Over the past couple of years, stories focused on the collapse of Detroit have become the norm everywhere—from blogs to talk radio.
People like Glenn Beck use the city’s demise as evidence of a failed welfare state or as a cautionary example as to why unions are bad for society.
Meanwhile, people on the more progressive side of the spectrum like to talk about urban farming. Cheap houses that you can buy for a hundred bucks (not really) and the new opportunities for young entrepreneurs.
While there may be a grain of truth to all of the above, they are only tiny fragments of a much larger picture in the MotorCity. It reminds me of the fable about a group of blind men trying to describe an elephant based only on the part of the animal that each of them touches.
Born and raised on the lower east side of Detroit, my perspective isn’t very popular in my hometown. This was the heart of the city, where the auto industry was born and later developed into an international economic giant.
I grew up surrounded by auto plants where good jobs were easy to get and where you could work, play, live and shop within blocks of your home. At that time, Detroit had the highest hourly wage in the world.
Anyone could put in their time, buy a house, raise a family and know that they would spend their autumn years with a secure retirement, a decent pension and lifetime health benefits. All you had to do was play by the rules, give the company thirty years and the rest would be taken care of. It was a social contract that was understood and trusted.
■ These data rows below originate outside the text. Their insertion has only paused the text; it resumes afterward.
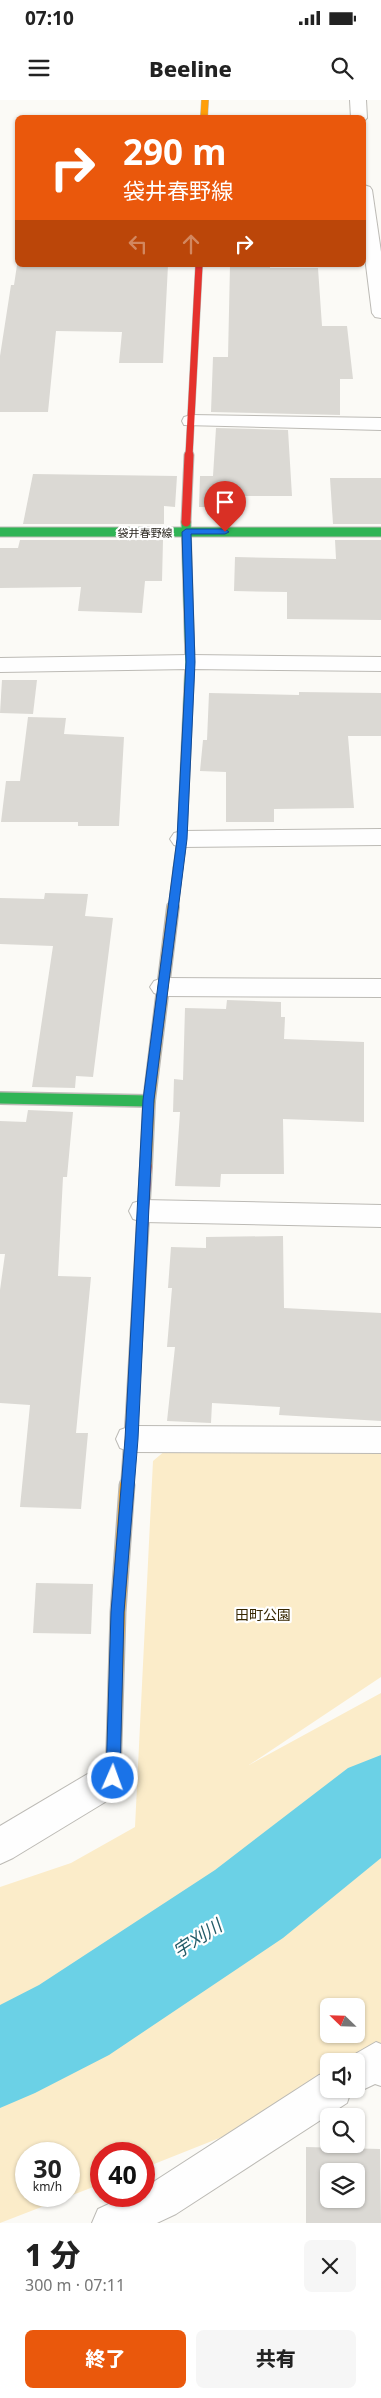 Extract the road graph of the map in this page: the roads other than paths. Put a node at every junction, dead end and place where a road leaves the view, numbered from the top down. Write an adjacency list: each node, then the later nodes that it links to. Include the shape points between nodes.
1 (205, 100): 3 (street)
2 (358, 100): 4 (street)
3 (204, 115)
4 (359, 115)
5 (366, 198): 6 (street)
6 (370, 215): 8 (street)
7 (199, 267): 10 (street)
8 (381, 313): 9 (street)
9 (381, 331)
10 (191, 421): 11 (street); 13 (street)
11 (381, 424)
12 (0, 532): 13 (street, 袋井春野線)
13 (186, 532): 14 (street, 袋井春野線); 15 (street)
14 (381, 532)
15 (190, 662): 16 (street); 17 (street); 19 (street)
16 (381, 664)
17 (0, 666)
18 (381, 836): 19 (street)
19 (182, 839): 20 (street)
20 (163, 987): 21 (street); 23 (street)
21 (381, 988)
22 (0, 1098): 23 (street)
23 (149, 1100): 24 (street)
24 (143, 1211): 25 (street); 26 (street)
25 (381, 1216)
26 (131, 1439): 27 (street); 28 (street, via 118,1612)
27 (381, 1440)
28 (113, 1778): 29 (street)
29 (0, 1846)
30 (381, 2067): 31 (street, via 376,2061)
31 (365, 2068)
32 (320, 2097): 33 (street, via 162,2200)
33 (112, 2223) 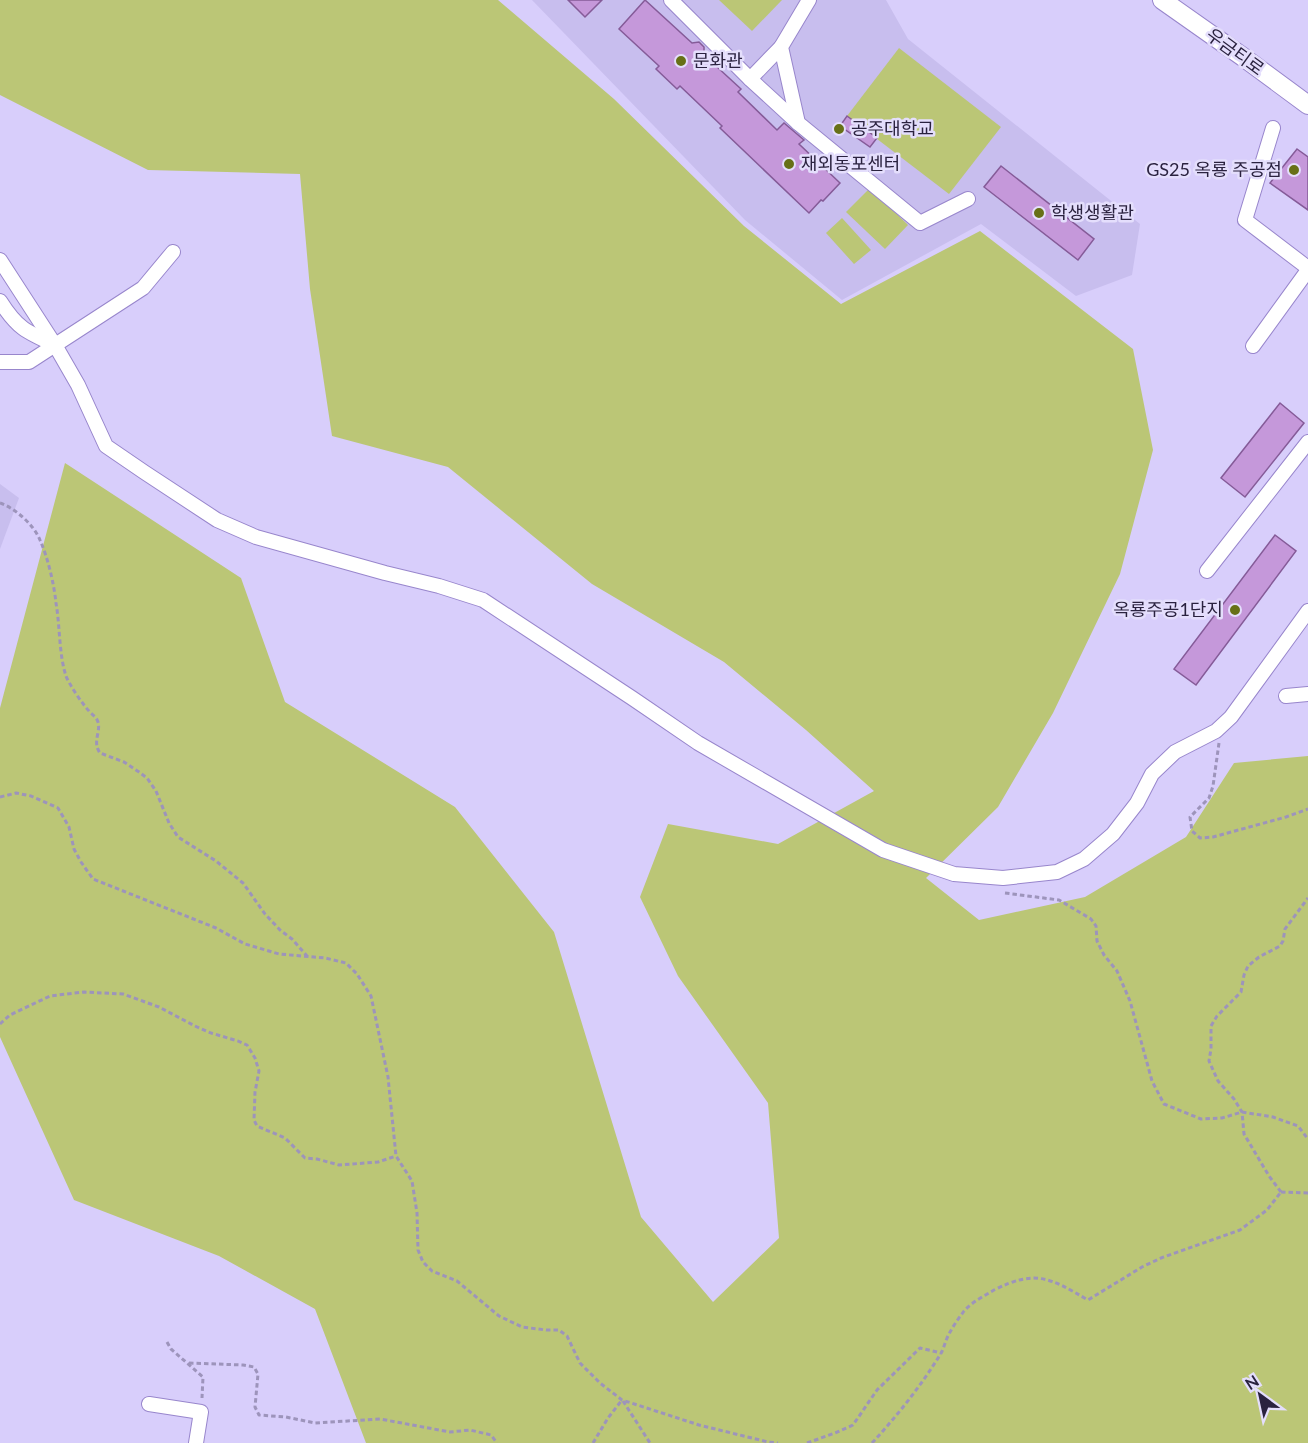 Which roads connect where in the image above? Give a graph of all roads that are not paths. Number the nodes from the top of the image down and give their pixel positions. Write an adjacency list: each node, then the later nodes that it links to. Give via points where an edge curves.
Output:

As I was growing up in what seemed like a thriving city, the cracks in that social contract had already begun to form. My city—in fact the entire country—was already in the post-industrial phase of history, the American Dream was already slipping away.
First, jobs moved to the suburbs, then to the southern U.S., and eventually to Mexico and offshore to other countries. Places where wages and taxes were low and the workers held no expectations of the kind of life that those in my neighborhood and my city had taken for granted. Then more jobs disappeared as the factories closed. Large swathes of neighborhoods were torn down for “urban renewal.” Others were removed via eminent domain to make way for new developments that were promised, yet never materialized. Soon, the schools and churches fell away like bloated dominoes—there were no people left to serve.
In less than a generation, the decay of my own abandoned neighborhood spread and metastasized in all directions, taking over the inner city and leaving behind what most of Detroit looks like now. A shell of its former incarnation; now abandoned, burnt up and falling apart into dirty little islands of despair.
You will find plenty of feel good stories in the local media about the resurgence of downtown Detroit and the energy some are feeling as the young hipsters and artists reoccupy the midtown area, waking it from a decade’s-long slumber.
Good news, yes, but the inner city and the old neighborhoods, which are the majority of Detroit, continue to quietly dissolve and die.
Each succeeding mayor promises to tear down abandoned homes and clear the blight. The problem is, even when they keep their promises, the result is acres of empty space with a lone home or two standing; sleeping sentries standing in the emptiness, guarding nothing.
Detroit’s dirty little secret is that there will be no development or rebirth for most of the city. Blight will be cleared and removed, exposing and displaying the endgame of the cycle of capitalism. Homes, factories, churches, resources, and people all have been harvested and used up in order to make shareholders money.
When no longer needed—and no longer profitable—they are simply discarded and displaced, cleared out like so much debris leftover after a victory parade. Every abandoned house that is torn down sends another homeless person scurrying for a new form of temporary shelter from the ravages of a city that has moved on.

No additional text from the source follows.